Hi @majhi. Thanks for sharing your findings!
I did a survey of the reports of Arduino IDE hanging with this "openpgp: signature expired
" message in the logs. I found that all of the reports were from users with an IDE of 2.3.0 or newer. This made me wonder if maybe an out of sync clock was the cause of some of the mysterious reports of the IDE hanging on startup without any "smoking gun" in the logs and that the difference from 2.3.0 was that the IDE is now able to communicate about the cause of the problem by logging this error.
To test this hypothesis, I deliberately put my system clock out of sync and then attempted to start Arduino IDE 2.2.1. It was able to start up without any problem. I then tried starting Arduino IDE 2.3.2 and it hung so I am confident that I produced the conditions under which the fault occurs.
So this tells me that IDE versions prior to 2.3.0 were not affected by an out of sync clock and so this could not have been the cause of reports of earlier versions of the IDE hanging on startup.
Thanks for the offer! Unfortunately although I am aware of the context around the --hostname ::
fix/workaround, I don't have a good understanding of the conditions under which the hang which is fixed by it occurs.
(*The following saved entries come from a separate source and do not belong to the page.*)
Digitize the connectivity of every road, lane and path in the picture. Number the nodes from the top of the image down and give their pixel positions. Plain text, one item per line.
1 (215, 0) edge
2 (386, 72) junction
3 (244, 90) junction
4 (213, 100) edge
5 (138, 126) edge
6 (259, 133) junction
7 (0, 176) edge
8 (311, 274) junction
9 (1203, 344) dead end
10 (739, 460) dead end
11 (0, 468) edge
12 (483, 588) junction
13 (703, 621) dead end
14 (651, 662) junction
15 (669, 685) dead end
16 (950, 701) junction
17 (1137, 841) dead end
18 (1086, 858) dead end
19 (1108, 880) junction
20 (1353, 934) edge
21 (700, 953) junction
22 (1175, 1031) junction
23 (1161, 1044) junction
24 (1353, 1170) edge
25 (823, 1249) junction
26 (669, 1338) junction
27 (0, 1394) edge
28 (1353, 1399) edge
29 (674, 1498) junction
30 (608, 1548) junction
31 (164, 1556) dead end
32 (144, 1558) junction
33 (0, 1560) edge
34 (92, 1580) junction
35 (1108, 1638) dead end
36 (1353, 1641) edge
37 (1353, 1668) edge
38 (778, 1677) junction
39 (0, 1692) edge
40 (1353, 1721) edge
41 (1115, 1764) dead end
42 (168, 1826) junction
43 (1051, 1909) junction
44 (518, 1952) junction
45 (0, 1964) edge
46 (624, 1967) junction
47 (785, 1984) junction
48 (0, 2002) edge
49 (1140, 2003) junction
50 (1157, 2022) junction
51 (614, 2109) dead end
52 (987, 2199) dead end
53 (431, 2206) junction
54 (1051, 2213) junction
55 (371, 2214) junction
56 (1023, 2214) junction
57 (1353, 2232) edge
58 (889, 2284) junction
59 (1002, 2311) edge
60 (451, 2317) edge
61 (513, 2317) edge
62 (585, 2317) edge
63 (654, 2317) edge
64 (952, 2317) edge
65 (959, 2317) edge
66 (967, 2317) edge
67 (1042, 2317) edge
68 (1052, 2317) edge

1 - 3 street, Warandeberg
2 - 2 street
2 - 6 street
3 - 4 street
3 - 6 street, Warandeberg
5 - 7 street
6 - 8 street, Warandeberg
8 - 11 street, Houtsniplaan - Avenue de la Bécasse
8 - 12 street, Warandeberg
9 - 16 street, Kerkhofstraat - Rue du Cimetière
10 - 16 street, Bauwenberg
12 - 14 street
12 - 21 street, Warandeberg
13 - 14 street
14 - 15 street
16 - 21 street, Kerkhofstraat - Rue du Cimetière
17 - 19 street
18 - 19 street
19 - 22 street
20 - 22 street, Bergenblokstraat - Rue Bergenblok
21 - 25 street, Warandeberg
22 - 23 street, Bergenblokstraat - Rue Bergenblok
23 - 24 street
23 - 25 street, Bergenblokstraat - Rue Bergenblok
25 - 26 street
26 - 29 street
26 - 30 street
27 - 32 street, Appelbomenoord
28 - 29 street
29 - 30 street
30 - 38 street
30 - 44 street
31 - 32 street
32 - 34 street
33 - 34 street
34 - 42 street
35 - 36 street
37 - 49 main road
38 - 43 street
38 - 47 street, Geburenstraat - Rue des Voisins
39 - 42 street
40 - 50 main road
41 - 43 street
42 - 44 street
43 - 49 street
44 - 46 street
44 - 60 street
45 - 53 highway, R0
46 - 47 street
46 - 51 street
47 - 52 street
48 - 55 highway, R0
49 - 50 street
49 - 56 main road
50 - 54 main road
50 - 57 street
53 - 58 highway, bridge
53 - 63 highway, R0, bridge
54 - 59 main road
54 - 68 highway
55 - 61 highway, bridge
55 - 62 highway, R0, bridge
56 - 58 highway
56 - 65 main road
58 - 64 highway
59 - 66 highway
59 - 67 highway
I made quite some efforts to reproduce the fault (using the unfortunately quite vague information provided in the discussion at Stuck at loading screen · Issue #12751 · eclipse-theia/theia · GitHub) at one point but was not able to do so.
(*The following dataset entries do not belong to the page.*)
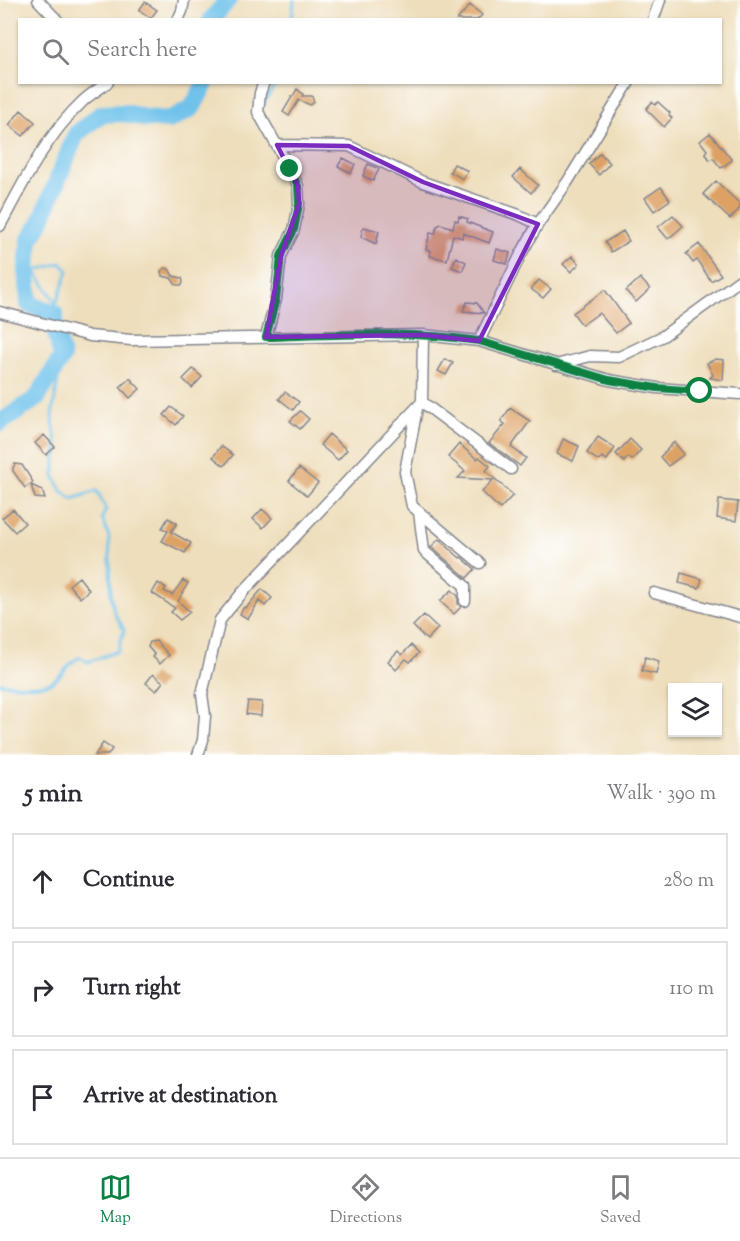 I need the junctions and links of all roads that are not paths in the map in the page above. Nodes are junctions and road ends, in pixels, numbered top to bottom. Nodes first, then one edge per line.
1 (38, 0) edge
2 (184, 0) edge
3 (660, 0) edge
4 (55, 18) edge
5 (179, 18) edge
6 (654, 18) edge
7 (105, 84) edge
8 (263, 84) edge
9 (628, 84) edge
10 (277, 145) junction
11 (538, 224) junction
12 (0, 226) edge
13 (740, 280) edge
14 (0, 312) edge
15 (423, 335) junction
16 (266, 337) junction
17 (479, 341) junction
18 (556, 365) junction
19 (740, 394) edge
20 (420, 404) junction
21 (510, 469) dead end
22 (419, 512) junction
23 (480, 563) dead end
24 (654, 593) dead end
25 (465, 602) dead end
26 (740, 617) edge
27 (198, 755) edge

1 - 4 street
2 - 5 street
3 - 6 street
7 - 12 street
8 - 10 street
9 - 11 street
10 - 11 street
10 - 16 street
11 - 17 street
13 - 18 street
14 - 16 street
15 - 16 street
15 - 17 street
15 - 20 street
17 - 18 street
18 - 19 street
20 - 21 street
20 - 22 street
20 - 27 street
22 - 23 street
22 - 25 street
24 - 26 street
I would definitely be interested to understand whether the bug has been fixed incidentally through some of the changes to Arduino IDE 2.x that were made since 2.2.0, but I would need to be able to reproduce the fault with 2.2.0 in order to determine that.
Anyway, I'm happy enough that everything is working fine for you now even without having to use that --hostname ::
workaround. If you do end up learning anything more about the subject, or if you find that the problem comes back even with Arduino IDE 2.3.2, please do let me know.
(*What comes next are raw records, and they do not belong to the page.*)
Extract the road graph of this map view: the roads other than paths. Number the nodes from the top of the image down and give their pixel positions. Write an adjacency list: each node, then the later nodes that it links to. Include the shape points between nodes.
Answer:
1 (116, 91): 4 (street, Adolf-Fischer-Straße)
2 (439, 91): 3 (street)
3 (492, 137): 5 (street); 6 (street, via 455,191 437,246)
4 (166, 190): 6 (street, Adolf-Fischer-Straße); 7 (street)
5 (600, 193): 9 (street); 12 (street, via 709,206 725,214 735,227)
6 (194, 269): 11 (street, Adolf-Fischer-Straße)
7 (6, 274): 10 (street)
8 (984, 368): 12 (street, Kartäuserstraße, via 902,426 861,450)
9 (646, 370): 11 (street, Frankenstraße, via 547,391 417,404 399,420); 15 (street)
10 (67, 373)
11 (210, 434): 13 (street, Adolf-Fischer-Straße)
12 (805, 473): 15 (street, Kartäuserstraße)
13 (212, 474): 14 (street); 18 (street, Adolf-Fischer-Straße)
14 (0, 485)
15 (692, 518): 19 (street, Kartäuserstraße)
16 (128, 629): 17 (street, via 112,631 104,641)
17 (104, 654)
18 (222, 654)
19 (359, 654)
Sometimes I am able to slowly gather clues from user reports that finally allows me to reach a breakthrough in understanding a previously mysterious problem. I actually had something like that with the "openpgp: signature expired
" fault. I had noticed several user reports but found no good solutions after some research. Then I happened to experience the problem by chance while using a virtual machine with an out of sync clock due to not being connected to the network. That allowed me to understand the nature of the problem and also verify the solution.